Hi @kevin.sauerwald,

Please take a look at this article:

In PIX4Dmapper you have 3 options:

Select a constant height shift. Recommended for small areas where geoid and ellipsoid can be considered parallel in a small portion of terrain. This approach will introduce inaccuracies in case of a large area or significant variations between the ellipsoid and geoid. Make sure to add the right sign (+ or -) to the constant shift.

Use a Global geoid model. Use EGM84, EGM96, or EGM2008

Use a local geoid model in combination with a third-party application. Typically, the local geoid models in different formats (ASCII, .grd, .tiff, etc.) and the transformation tools are provided by the national mapping institutions.

Additionally, as my colleague Mike suggested, please share with us the quality report of your project


here is the quality report you asked for. I just wondered why I need to do the offset when I do the GCP, since those are spot on… or is it because my orig was offset, everything needs to be offset ?

HilltownWaterTower_Redo_report.pdf (2.2 MB)

Hi @kevin.sauerwald,

Thank you for the quality report. I see that there are no GCPs in that processing round.
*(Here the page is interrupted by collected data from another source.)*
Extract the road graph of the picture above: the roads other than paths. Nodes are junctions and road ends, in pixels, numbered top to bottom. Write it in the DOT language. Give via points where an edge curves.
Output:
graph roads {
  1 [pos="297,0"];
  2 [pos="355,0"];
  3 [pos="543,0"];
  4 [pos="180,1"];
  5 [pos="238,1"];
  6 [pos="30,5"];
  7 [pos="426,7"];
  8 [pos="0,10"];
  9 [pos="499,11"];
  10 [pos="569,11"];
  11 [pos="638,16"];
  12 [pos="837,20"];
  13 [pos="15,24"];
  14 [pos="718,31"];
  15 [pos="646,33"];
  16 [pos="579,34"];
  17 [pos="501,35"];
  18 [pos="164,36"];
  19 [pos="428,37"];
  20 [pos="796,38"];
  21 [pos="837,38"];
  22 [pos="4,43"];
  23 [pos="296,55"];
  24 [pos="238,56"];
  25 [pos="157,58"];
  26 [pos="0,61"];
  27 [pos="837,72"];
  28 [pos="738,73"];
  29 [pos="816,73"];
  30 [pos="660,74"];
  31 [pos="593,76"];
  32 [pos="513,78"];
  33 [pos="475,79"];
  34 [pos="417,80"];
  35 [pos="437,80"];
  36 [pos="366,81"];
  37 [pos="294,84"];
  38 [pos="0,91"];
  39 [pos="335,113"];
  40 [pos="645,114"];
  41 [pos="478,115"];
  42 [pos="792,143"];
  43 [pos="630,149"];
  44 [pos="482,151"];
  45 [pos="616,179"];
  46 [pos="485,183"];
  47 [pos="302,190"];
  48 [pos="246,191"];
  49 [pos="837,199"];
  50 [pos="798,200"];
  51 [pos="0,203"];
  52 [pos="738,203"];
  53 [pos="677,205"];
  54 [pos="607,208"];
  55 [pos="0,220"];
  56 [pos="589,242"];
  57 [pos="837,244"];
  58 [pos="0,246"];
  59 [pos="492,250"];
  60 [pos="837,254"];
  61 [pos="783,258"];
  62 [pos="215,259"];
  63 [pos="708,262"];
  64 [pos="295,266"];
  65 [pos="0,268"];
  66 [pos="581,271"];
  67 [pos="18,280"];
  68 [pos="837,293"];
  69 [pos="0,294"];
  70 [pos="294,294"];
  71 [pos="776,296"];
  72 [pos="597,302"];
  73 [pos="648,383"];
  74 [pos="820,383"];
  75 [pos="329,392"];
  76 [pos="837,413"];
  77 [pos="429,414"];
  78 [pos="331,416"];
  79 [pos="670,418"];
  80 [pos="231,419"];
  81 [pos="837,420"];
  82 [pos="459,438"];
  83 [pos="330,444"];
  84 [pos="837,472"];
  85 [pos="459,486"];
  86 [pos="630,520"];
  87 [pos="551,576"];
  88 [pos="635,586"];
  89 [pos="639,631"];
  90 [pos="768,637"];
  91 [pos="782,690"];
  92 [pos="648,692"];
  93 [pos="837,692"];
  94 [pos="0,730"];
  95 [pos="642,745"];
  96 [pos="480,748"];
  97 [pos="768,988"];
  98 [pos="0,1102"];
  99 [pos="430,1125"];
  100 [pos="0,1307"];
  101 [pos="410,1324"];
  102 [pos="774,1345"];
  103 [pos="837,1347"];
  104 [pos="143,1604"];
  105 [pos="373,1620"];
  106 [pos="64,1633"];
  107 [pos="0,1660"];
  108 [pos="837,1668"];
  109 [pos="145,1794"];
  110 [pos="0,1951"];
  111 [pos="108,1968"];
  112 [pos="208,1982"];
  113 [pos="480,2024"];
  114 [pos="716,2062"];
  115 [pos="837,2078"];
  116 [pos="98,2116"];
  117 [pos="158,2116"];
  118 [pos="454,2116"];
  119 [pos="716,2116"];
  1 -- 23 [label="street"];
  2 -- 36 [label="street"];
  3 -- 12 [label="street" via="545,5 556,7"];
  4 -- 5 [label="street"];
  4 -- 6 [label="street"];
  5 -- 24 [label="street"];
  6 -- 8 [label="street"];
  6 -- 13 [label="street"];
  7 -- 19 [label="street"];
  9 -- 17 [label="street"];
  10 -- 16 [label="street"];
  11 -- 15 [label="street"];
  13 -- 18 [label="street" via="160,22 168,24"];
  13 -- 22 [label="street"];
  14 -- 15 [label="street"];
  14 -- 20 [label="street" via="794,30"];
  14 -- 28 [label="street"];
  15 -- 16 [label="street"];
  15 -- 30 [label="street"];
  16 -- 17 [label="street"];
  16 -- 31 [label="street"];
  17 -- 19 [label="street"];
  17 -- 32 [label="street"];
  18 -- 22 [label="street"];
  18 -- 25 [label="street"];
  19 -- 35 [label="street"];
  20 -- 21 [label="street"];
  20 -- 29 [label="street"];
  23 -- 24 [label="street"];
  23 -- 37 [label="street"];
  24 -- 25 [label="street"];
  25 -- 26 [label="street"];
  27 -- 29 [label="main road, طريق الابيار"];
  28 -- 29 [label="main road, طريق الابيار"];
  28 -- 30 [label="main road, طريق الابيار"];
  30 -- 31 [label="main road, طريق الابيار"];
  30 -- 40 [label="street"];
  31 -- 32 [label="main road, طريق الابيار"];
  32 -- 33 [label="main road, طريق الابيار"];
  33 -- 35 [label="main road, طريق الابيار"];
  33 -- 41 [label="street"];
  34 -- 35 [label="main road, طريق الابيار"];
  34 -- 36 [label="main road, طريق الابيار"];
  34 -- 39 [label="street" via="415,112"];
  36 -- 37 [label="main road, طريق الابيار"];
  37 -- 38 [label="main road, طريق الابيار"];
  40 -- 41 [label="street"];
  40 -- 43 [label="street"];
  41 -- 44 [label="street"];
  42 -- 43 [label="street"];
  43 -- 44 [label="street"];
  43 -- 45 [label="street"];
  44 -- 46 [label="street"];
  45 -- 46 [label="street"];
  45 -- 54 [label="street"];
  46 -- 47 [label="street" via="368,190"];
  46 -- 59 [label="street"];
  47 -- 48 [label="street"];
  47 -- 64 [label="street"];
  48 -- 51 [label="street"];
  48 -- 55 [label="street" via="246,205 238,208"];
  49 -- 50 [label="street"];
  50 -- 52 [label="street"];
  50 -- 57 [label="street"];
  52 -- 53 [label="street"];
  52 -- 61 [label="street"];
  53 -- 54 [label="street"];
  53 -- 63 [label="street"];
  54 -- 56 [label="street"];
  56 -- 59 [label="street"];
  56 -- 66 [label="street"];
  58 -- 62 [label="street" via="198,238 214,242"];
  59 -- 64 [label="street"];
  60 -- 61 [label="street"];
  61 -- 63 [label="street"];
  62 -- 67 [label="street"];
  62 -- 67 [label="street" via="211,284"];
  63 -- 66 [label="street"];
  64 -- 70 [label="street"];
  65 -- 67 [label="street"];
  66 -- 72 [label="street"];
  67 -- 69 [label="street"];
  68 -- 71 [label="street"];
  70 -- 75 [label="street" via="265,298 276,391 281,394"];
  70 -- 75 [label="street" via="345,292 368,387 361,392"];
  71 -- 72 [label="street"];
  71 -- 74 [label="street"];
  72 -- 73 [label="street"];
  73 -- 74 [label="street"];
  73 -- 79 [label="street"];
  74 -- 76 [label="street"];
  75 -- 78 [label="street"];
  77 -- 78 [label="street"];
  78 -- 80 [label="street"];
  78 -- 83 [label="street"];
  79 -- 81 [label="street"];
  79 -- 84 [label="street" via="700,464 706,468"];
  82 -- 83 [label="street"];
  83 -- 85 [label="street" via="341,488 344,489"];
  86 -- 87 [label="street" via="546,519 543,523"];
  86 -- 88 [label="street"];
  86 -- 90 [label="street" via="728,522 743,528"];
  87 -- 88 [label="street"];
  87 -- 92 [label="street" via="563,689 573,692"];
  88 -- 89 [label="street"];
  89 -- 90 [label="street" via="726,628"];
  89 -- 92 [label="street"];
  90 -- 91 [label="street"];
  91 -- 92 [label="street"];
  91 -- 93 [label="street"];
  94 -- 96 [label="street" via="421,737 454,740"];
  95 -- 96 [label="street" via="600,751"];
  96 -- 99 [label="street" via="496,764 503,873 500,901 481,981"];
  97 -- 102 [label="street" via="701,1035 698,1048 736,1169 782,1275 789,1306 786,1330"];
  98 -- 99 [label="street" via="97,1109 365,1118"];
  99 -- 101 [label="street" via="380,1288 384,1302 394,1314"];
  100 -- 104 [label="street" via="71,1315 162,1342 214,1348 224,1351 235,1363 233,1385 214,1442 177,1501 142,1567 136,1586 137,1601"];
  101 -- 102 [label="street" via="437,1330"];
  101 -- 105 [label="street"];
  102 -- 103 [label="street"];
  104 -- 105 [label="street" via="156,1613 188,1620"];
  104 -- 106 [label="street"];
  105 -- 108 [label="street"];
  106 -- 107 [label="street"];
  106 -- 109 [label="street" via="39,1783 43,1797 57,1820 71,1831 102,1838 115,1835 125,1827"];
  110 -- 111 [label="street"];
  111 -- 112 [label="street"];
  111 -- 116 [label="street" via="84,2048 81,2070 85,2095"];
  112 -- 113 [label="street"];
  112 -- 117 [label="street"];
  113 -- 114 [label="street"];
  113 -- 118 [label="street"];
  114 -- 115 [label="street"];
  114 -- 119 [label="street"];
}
Is this expected?

When you define the offset from the ellipsoid model, you are not actually adding/removing this value, but you are just “defining” the vertical coordinate system of your points to be at some elevation above the ellipsoidal model (this needs to be done because we have only global geoids model in PIX4Dmapper).

All of this, assuming that the vertical coordinate of your images is correct in the database.

Let me know if this helps you and if you are getting satisfactory results.